Part (a)

The table containing the mean, variance is shown below.

$\begin{array}{|ccc|}\hline X& X-\overline{X}& (X-\overline{X}{)}^{2}\\ 74& 9& 81\\ 59& -6& 36\\ 62& -3& 9\\ 61& -4& 16\\ 70& 5& 25\\ 62& -3& 9\\ 66& 1& 1\\ 62& -3& 9\\ 75& 10& 100\\ 59& -6& 36\\ Total& & 322\\ \hline\end{array}$

The mean is 65.

Use the equation $V\left(X\right)=\frac{\sum {(X-\stackrel{\u2015}{X})}^{2}}{n-1}$ to find the variance.

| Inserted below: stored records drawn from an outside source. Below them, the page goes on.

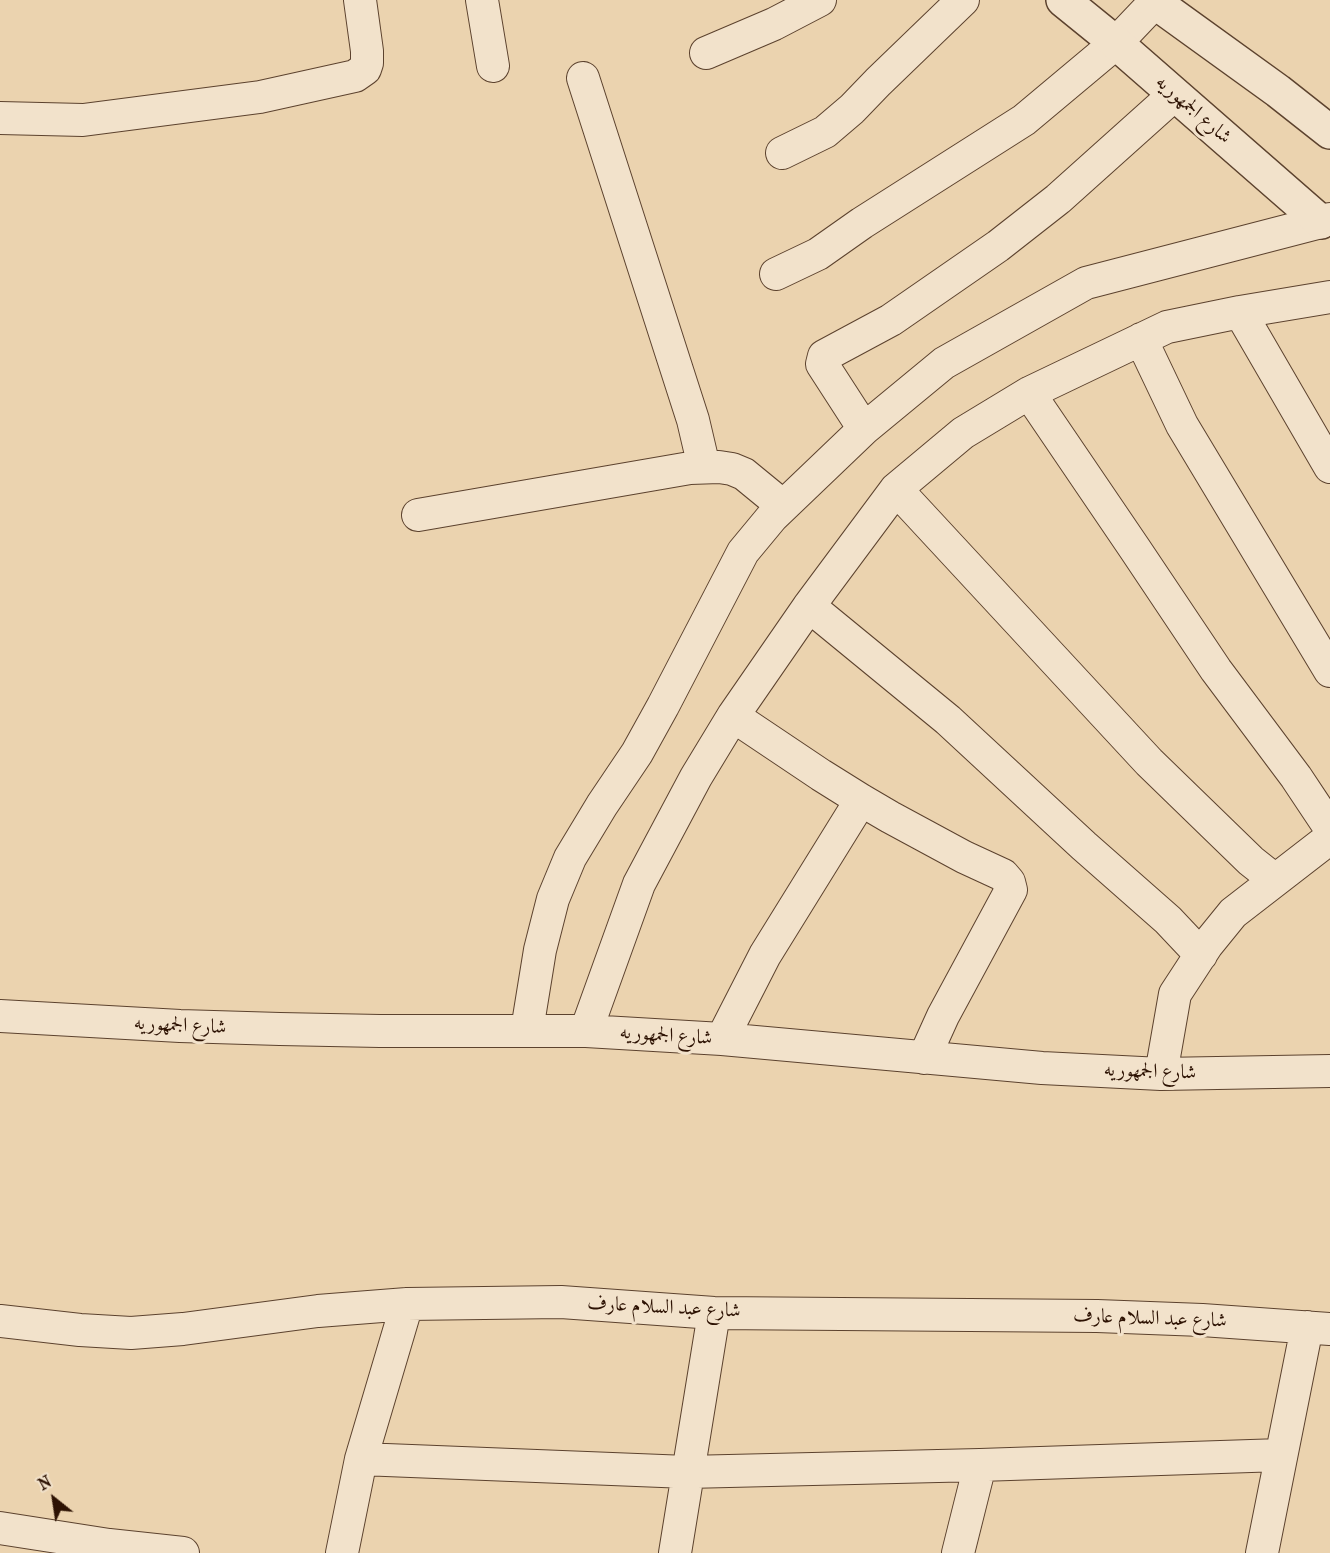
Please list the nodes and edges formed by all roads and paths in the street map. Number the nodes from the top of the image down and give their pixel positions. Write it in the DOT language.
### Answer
graph roads {
  1 [pos="360,0"];
  2 [pos="482,0"];
  3 [pos="820,0"];
  4 [pos="963,0"];
  5 [pos="1063,0"];
  6 [pos="1154,1"];
  7 [pos="1116,43"];
  8 [pos="706,53"];
  9 [pos="493,66"];
  10 [pos="583,78"];
  11 [pos="1174,95"];
  12 [pos="0,118"];
  13 [pos="1330,132"];
  14 [pos="782,153"];
  15 [pos="1326,220"];
  16 [pos="776,274"];
  17 [pos="1330,297"];
  18 [pos="1240,312"];
  19 [pos="1141,339"];
  20 [pos="1029,393"];
  21 [pos="864,429"];
  22 [pos="704,467"];
  23 [pos="1330,467"];
  24 [pos="896,489"];
  25 [pos="783,506"];
  26 [pos="418,515"];
  27 [pos="809,606"];
  28 [pos="1330,671"];
  29 [pos="733,716"];
  30 [pos="861,800"];
  31 [pos="1330,828"];
  32 [pos="1330,838"];
  33 [pos="1275,880"];
  34 [pos="1201,955"];
  35 [pos="0,1016"];
  36 [pos="527,1030"];
  37 [pos="586,1031"];
  38 [pos="722,1039"];
  39 [pos="924,1058"];
  40 [pos="1330,1071"];
  41 [pos="1161,1074"];
  42 [pos="407,1304"];
  43 [pos="714,1312"];
  44 [pos="0,1321"];
  45 [pos="1318,1328"];
  46 [pos="1281,1455"];
  47 [pos="361,1459"];
  48 [pos="980,1465"];
  49 [pos="687,1472"];
  50 [pos="0,1528"];
  51 [pos="183,1553"];
  52 [pos="342,1553"];
  53 [pos="675,1553"];
  54 [pos="958,1553"];
  55 [pos="1262,1553"];
  1 -- 12 [label="street"];
  2 -- 9 [label="street"];
  3 -- 8 [label="street"];
  4 -- 14 [label="street"];
  5 -- 7 [label="street, شارع الجمهوريه"];
  6 -- 7 [label="street"];
  6 -- 13 [label="street"];
  7 -- 11 [label="street, شارع الجمهوريه"];
  7 -- 16 [label="street"];
  10 -- 22 [label="street"];
  11 -- 15 [label="street, شارع الجمهوريه"];
  11 -- 21 [label="street"];
  15 -- 21 [label="street"];
  17 -- 18 [label="street"];
  18 -- 19 [label="street"];
  18 -- 23 [label="street"];
  19 -- 20 [label="street"];
  19 -- 28 [label="street"];
  20 -- 24 [label="street"];
  20 -- 31 [label="street"];
  21 -- 25 [label="street"];
  22 -- 25 [label="street"];
  22 -- 26 [label="street"];
  24 -- 27 [label="street"];
  24 -- 33 [label="street"];
  25 -- 36 [label="street"];
  27 -- 29 [label="street"];
  27 -- 34 [label="street"];
  29 -- 30 [label="street"];
  29 -- 37 [label="street"];
  30 -- 38 [label="street"];
  30 -- 39 [label="street"];
  32 -- 33 [label="street"];
  33 -- 34 [label="street"];
  34 -- 41 [label="street"];
  35 -- 36 [label="street, شارع الجمهوريه"];
  36 -- 37 [label="street, شارع الجمهوريه"];
  37 -- 38 [label="street, شارع الجمهوريه"];
  38 -- 39 [label="street, شارع الجمهوريه"];
  39 -- 41 [label="street, شارع الجمهوريه"];
  40 -- 41 [label="street, شارع الجمهوريه"];
  42 -- 43 [label="street, شارع عبد السلام عارف"];
  42 -- 44 [label="street, شارع عبد السلام عارف"];
  42 -- 47 [label="street"];
  43 -- 45 [label="street, شارع عبد السلام عارف"];
  43 -- 49 [label="street"];
  45 -- 46 [label="street"];
  46 -- 48 [label="street"];
  46 -- 55 [label="street"];
  47 -- 49 [label="street"];
  47 -- 52 [label="street"];
  48 -- 49 [label="street"];
  48 -- 54 [label="street"];
  49 -- 53 [label="street"];
  50 -- 51 [label="street"];
}
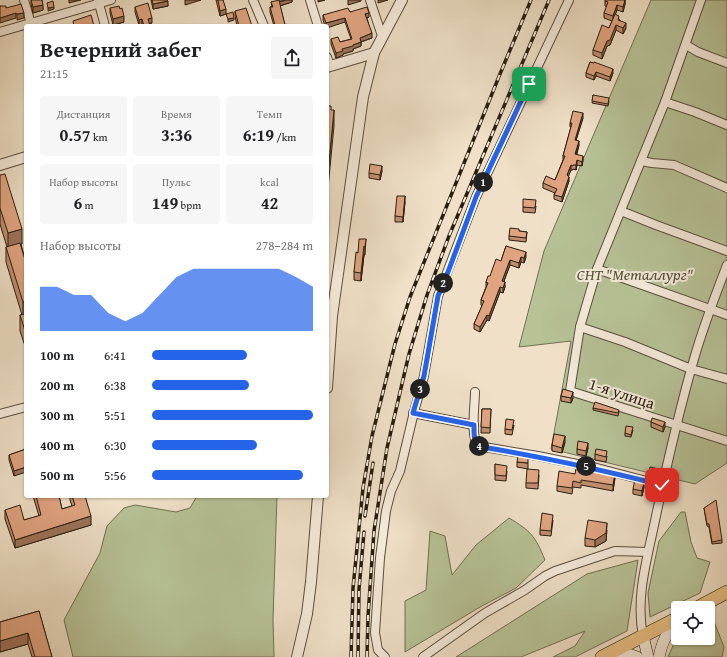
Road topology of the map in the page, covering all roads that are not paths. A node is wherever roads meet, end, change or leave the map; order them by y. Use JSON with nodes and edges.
{"nodes":[{"id":1,"x":24,"y":0,"type":"edge"},
{"id":2,"x":111,"y":0,"type":"edge"},
{"id":3,"x":253,"y":0,"type":"edge"},
{"id":4,"x":310,"y":0,"type":"edge"},
{"id":5,"x":370,"y":0,"type":"edge"},
{"id":6,"x":402,"y":0,"type":"edge"},
{"id":7,"x":570,"y":0,"type":"edge"},
{"id":8,"x":701,"y":0,"type":"edge"},
{"id":9,"x":98,"y":2,"type":"edge"},
{"id":10,"x":31,"y":24,"type":"joint"},
{"id":11,"x":104,"y":24,"type":"edge"},
{"id":12,"x":263,"y":24,"type":"edge"},
{"id":13,"x":317,"y":24,"type":"edge"},
{"id":14,"x":24,"y":26,"type":"edge"},
{"id":15,"x":0,"y":32,"type":"edge"},
{"id":16,"x":382,"y":36,"type":"junction"},
{"id":17,"x":686,"y":45,"type":"junction"},
{"id":18,"x":374,"y":53,"type":"junction"},
{"id":19,"x":329,"y":63,"type":"edge"},
{"id":20,"x":727,"y":63,"type":"edge"},
{"id":21,"x":665,"y":102,"type":"junction"},
{"id":22,"x":727,"y":125,"type":"edge"},
{"id":23,"x":24,"y":158,"type":"edge"},
{"id":24,"x":641,"y":161,"type":"junction"},
{"id":25,"x":0,"y":165,"type":"edge"},
{"id":26,"x":727,"y":188,"type":"edge"},
{"id":27,"x":621,"y":211,"type":"junction"},
{"id":28,"x":727,"y":251,"type":"edge"},
{"id":29,"x":727,"y":265,"type":"edge"},
{"id":30,"x":597,"y":270,"type":"junction"},
{"id":31,"x":710,"y":309,"type":"junction"},
{"id":32,"x":727,"y":315,"type":"edge"},
{"id":33,"x":329,"y":316,"type":"edge"},
{"id":34,"x":580,"y":327,"type":"junction"},
{"id":35,"x":691,"y":369,"type":"junction"},
{"id":36,"x":727,"y":379,"type":"edge"},
{"id":37,"x":475,"y":392,"type":"dead end"},
{"id":38,"x":24,"y":408,"type":"edge"},
{"id":39,"x":413,"y":413,"type":"junction"},
{"id":40,"x":0,"y":414,"type":"edge"},
{"id":41,"x":474,"y":425,"type":"junction"},
{"id":42,"x":677,"y":426,"type":"junction"},
{"id":43,"x":727,"y":441,"type":"edge"},
{"id":44,"x":662,"y":485,"type":"junction"},
{"id":45,"x":318,"y":498,"type":"edge"},
{"id":46,"x":648,"y":552,"type":"junction"},
{"id":47,"x":727,"y":592,"type":"edge"},
{"id":48,"x":711,"y":601,"type":"edge"},
{"id":49,"x":671,"y":622,"type":"edge"},
{"id":50,"x":671,"y":629,"type":"edge"},
{"id":51,"x":643,"y":636,"type":"junction"},
{"id":52,"x":297,"y":657,"type":"edge"},
{"id":53,"x":385,"y":657,"type":"edge"},
{"id":54,"x":423,"y":657,"type":"edge"},
{"id":55,"x":602,"y":657,"type":"edge"},
{"id":56,"x":612,"y":657,"type":"edge"},
{"id":57,"x":637,"y":657,"type":"edge"},
{"id":58,"x":648,"y":657,"type":"edge"},
{"id":59,"x":659,"y":657,"type":"edge"}],
"edges":[{"from":1,"to":10,"type":"street"},
{"from":2,"to":9,"type":"street"},
{"from":3,"to":12,"type":"street"},
{"from":4,"to":13,"type":"street"},
{"from":5,"to":16,"type":"street"},
{"from":6,"to":16,"type":"street"},
{"from":7,"to":39,"type":"street"},
{"from":8,"to":17,"type":"street"},
{"from":9,"to":10,"type":"street"},
{"from":9,"to":11,"type":"street"},
{"from":14,"to":15,"type":"street"},
{"from":16,"to":18,"type":"street"},
{"from":17,"to":20,"type":"street"},
{"from":17,"to":21,"type":"street"},
{"from":18,"to":19,"type":"street"},
{"from":18,"to":33,"type":"street"},
{"from":21,"to":22,"type":"street"},
{"from":21,"to":24,"type":"street"},
{"from":23,"to":25,"type":"street"},
{"from":24,"to":26,"type":"street"},
{"from":24,"to":27,"type":"street"},
{"from":27,"to":28,"type":"street"},
{"from":27,"to":30,"type":"street"},
{"from":29,"to":31,"type":"street"},
{"from":30,"to":31,"type":"street"},
{"from":30,"to":34,"type":"street"},
{"from":31,"to":32,"type":"street"},
{"from":31,"to":35,"type":"street"},
{"from":34,"to":35,"type":"street"},
{"from":34,"to":42,"type":"street","name":"1-я улица"},
{"from":35,"to":36,"type":"street"},
{"from":35,"to":42,"type":"street"},
{"from":37,"to":41,"type":"street"},
{"from":38,"to":40,"type":"street"},
{"from":39,"to":41,"type":"street"},
{"from":39,"to":53,"type":"street"},
{"from":41,"to":44,"type":"street"},
{"from":42,"to":43,"type":"street","name":"1-я улица"},
{"from":42,"to":44,"type":"street"},
{"from":44,"to":46,"type":"street"},
{"from":45,"to":52,"type":"street"},
{"from":46,"to":51,"type":"street"},
{"from":46,"to":54,"type":"street"},
{"from":47,"to":48,"type":"main road"},
{"from":49,"to":51,"type":"main road"},
{"from":50,"to":59,"type":"main road"},
{"from":51,"to":55,"type":"main road"},
{"from":51,"to":58,"type":"main road"},
{"from":56,"to":57,"type":"main road"}]}
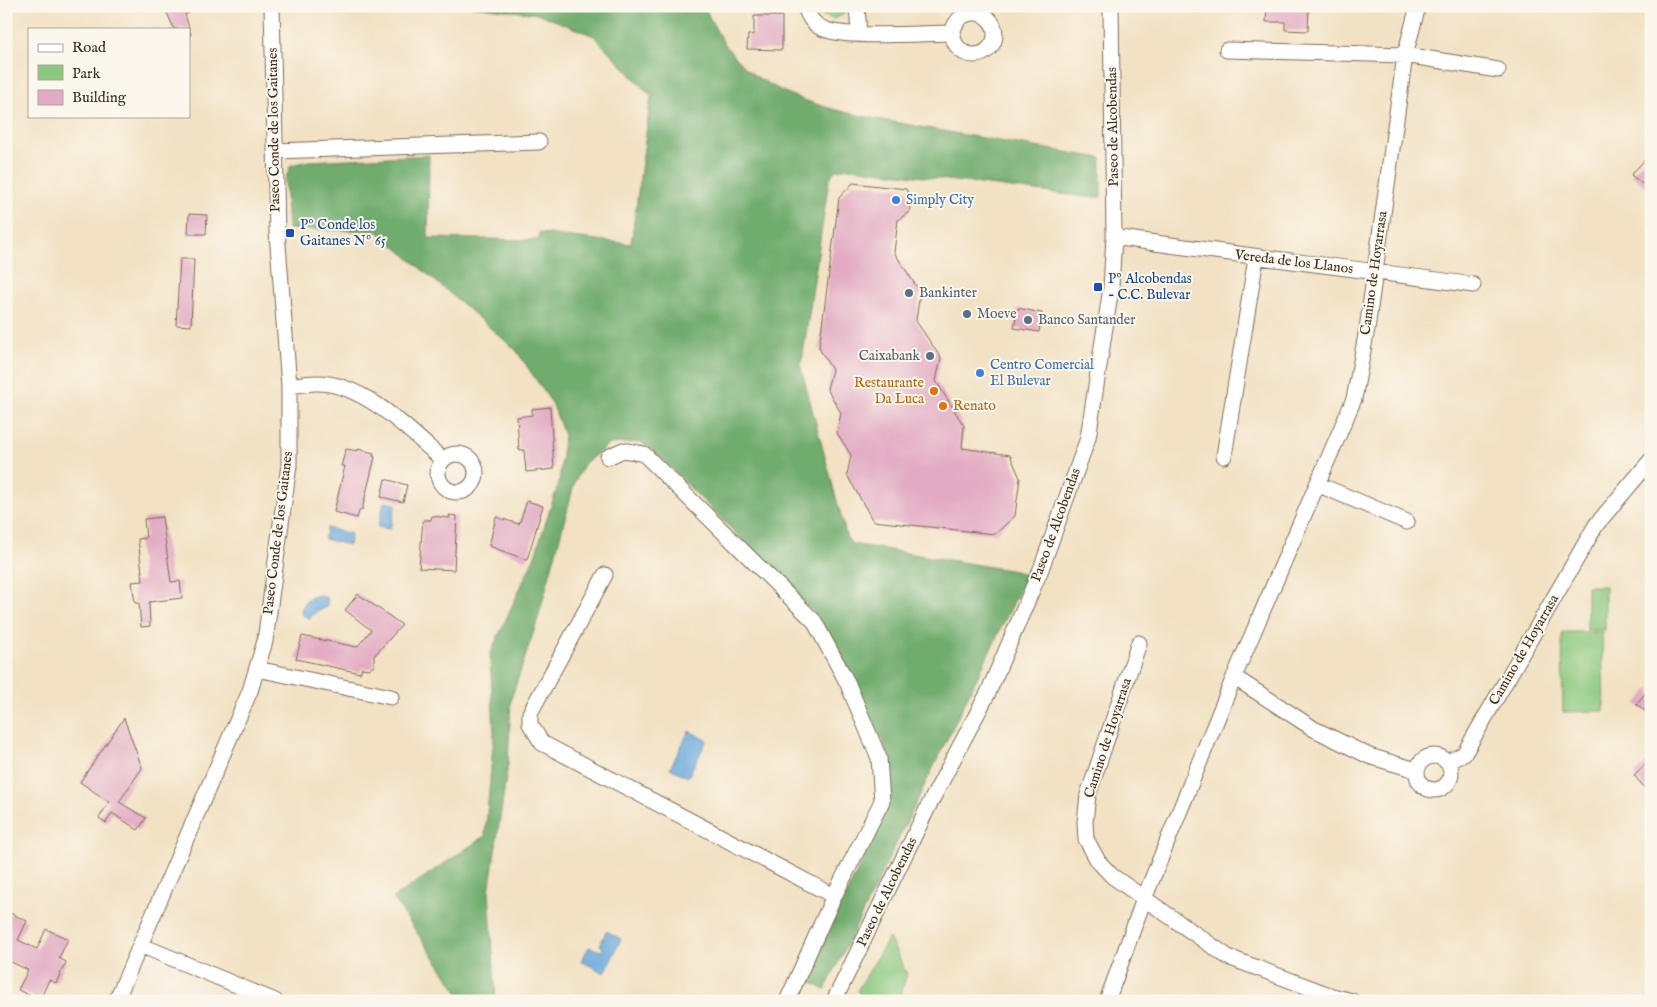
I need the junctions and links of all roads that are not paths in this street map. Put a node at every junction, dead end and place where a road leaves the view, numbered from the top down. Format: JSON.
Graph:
{"nodes":[{"id":1,"x":272,"y":6,"type":"edge"},
{"id":2,"x":805,"y":6,"type":"edge"},
{"id":3,"x":857,"y":6,"type":"edge"},
{"id":4,"x":1111,"y":6,"type":"edge"},
{"id":5,"x":1418,"y":6,"type":"edge"},
{"id":6,"x":859,"y":33,"type":"junction"},
{"id":7,"x":952,"y":33,"type":"dead end"},
{"id":8,"x":1227,"y":50,"type":"dead end"},
{"id":9,"x":1405,"y":55,"type":"junction"},
{"id":10,"x":1498,"y":70,"type":"dead end"},
{"id":11,"x":539,"y":142,"type":"dead end"},
{"id":12,"x":275,"y":151,"type":"junction"},
{"id":13,"x":1114,"y":237,"type":"junction"},
{"id":14,"x":1256,"y":258,"type":"junction"},
{"id":15,"x":1375,"y":271,"type":"junction"},
{"id":16,"x":1473,"y":285,"type":"dead end"},
{"id":17,"x":289,"y":386,"type":"junction"},
{"id":18,"x":1224,"y":456,"type":"dead end"},
{"id":19,"x":608,"y":457,"type":"dead end"},
{"id":20,"x":443,"y":460,"type":"dead end"},
{"id":21,"x":1651,"y":460,"type":"edge"},
{"id":22,"x":1317,"y":484,"type":"junction"},
{"id":23,"x":1407,"y":522,"type":"dead end"},
{"id":24,"x":605,"y":575,"type":"dead end"},
{"id":25,"x":1139,"y":643,"type":"dead end"},
{"id":26,"x":257,"y":669,"type":"junction"},
{"id":27,"x":1234,"y":677,"type":"junction"},
{"id":28,"x":391,"y":696,"type":"dead end"},
{"id":29,"x":1448,"y":762,"type":"junction"},
{"id":30,"x":1416,"y":770,"type":"junction"},
{"id":31,"x":834,"y":896,"type":"junction"},
{"id":32,"x":1144,"y":899,"type":"junction"},
{"id":33,"x":140,"y":945,"type":"junction"},
{"id":34,"x":116,"y":1001,"type":"edge"},
{"id":35,"x":275,"y":1001,"type":"edge"},
{"id":36,"x":787,"y":1001,"type":"edge"},
{"id":37,"x":834,"y":1001,"type":"edge"},
{"id":38,"x":1107,"y":1001,"type":"edge"},
{"id":39,"x":1352,"y":1001,"type":"edge"}],
"edges":[{"from":1,"to":12,"type":"street","name":"Paseo Conde de los Gaitanes"},
{"from":2,"to":6,"type":"street"},
{"from":3,"to":6,"type":"street"},
{"from":4,"to":13,"type":"street","name":"Paseo de Alcobendas"},
{"from":5,"to":9,"type":"street","name":"Camino de Hoyarrasa"},
{"from":6,"to":7,"type":"street"},
{"from":8,"to":9,"type":"street"},
{"from":9,"to":10,"type":"street"},
{"from":9,"to":15,"type":"street","name":"Camino de Hoyarrasa"},
{"from":11,"to":12,"type":"street"},
{"from":12,"to":17,"type":"street","name":"Paseo Conde de los Gaitanes"},
{"from":13,"to":14,"type":"street","name":"Vereda de los Llanos"},
{"from":13,"to":37,"type":"street","name":"Paseo de Alcobendas"},
{"from":14,"to":15,"type":"street","name":"Vereda de los Llanos"},
{"from":14,"to":18,"type":"street"},
{"from":15,"to":16,"type":"street","name":"Vereda de los Llanos"},
{"from":15,"to":22,"type":"street","name":"Camino de Hoyarrasa"},
{"from":17,"to":20,"type":"street"},
{"from":17,"to":26,"type":"street","name":"Paseo Conde de los Gaitanes"},
{"from":19,"to":31,"type":"street"},
{"from":21,"to":29,"type":"street","name":"Camino de Hoyarrasa"},
{"from":22,"to":23,"type":"street"},
{"from":22,"to":27,"type":"street","name":"Camino de Hoyarrasa"},
{"from":24,"to":31,"type":"street"},
{"from":25,"to":32,"type":"street","name":"Camino de Hoyarrasa"},
{"from":26,"to":28,"type":"street"},
{"from":26,"to":33,"type":"street","name":"Paseo Conde de los Gaitanes"},
{"from":27,"to":30,"type":"street"},
{"from":27,"to":32,"type":"street","name":"Camino de Hoyarrasa"},
{"from":29,"to":30,"type":"street"},
{"from":29,"to":30,"type":"street"},
{"from":31,"to":36,"type":"street"},
{"from":32,"to":38,"type":"street","name":"Camino de Hoyarrasa"},
{"from":32,"to":39,"type":"street","name":"Camino de Hoyarrasa"},
{"from":33,"to":34,"type":"street","name":"Paseo Conde de los Gaitanes"},
{"from":33,"to":35,"type":"street"}]}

$V\left(X\right)=\frac{322}{9}$

$=35.78$

Use the equation $S.D=\sqrt{V\left(X\right)}$ to find the standard deviation.

$S.D=\sqrt{35.78}$

$=5.98$

The t value corresponding to $95\mathrm{\%}$ confidence interval is 2.26.

Use the equation $C.I=\stackrel{\u2015}{X}\pm \text{}t\frac{{\sigma}^{2}}{n}$ to construct the confidence interval.

$C.I=65\pm 2.26\frac{{5.98}^{2}}{10}$

$=65\pm 4.28$

Therefore, the upper and lower limits are $65+4.28$ and $65-4.28$

Part (b)

Given that, the variance of the distribution is 25.

$V\left(X\right)=25$

$S.D=\sqrt{25}$

$=5$

Use the equation $C.I=\stackrel{\u2015}{X}\pm \text{}t\frac{{\sigma}^{2}}{n}$ to construct the interval.

$C.I=65\pm 2.26\times \frac{{5}^{2}}{10}$

$C.I=65\pm 5.65$

The upper and lower limits of the confidence interval is $65+5.65$ and $65-5.65.$

Part (c)

The standard deviation is defined as the degree of variance of value from mean value.

In part (b) the standard deviation is higher compared to part (a).

Therefore, the deviation is higher. So, the confidence interval got widened.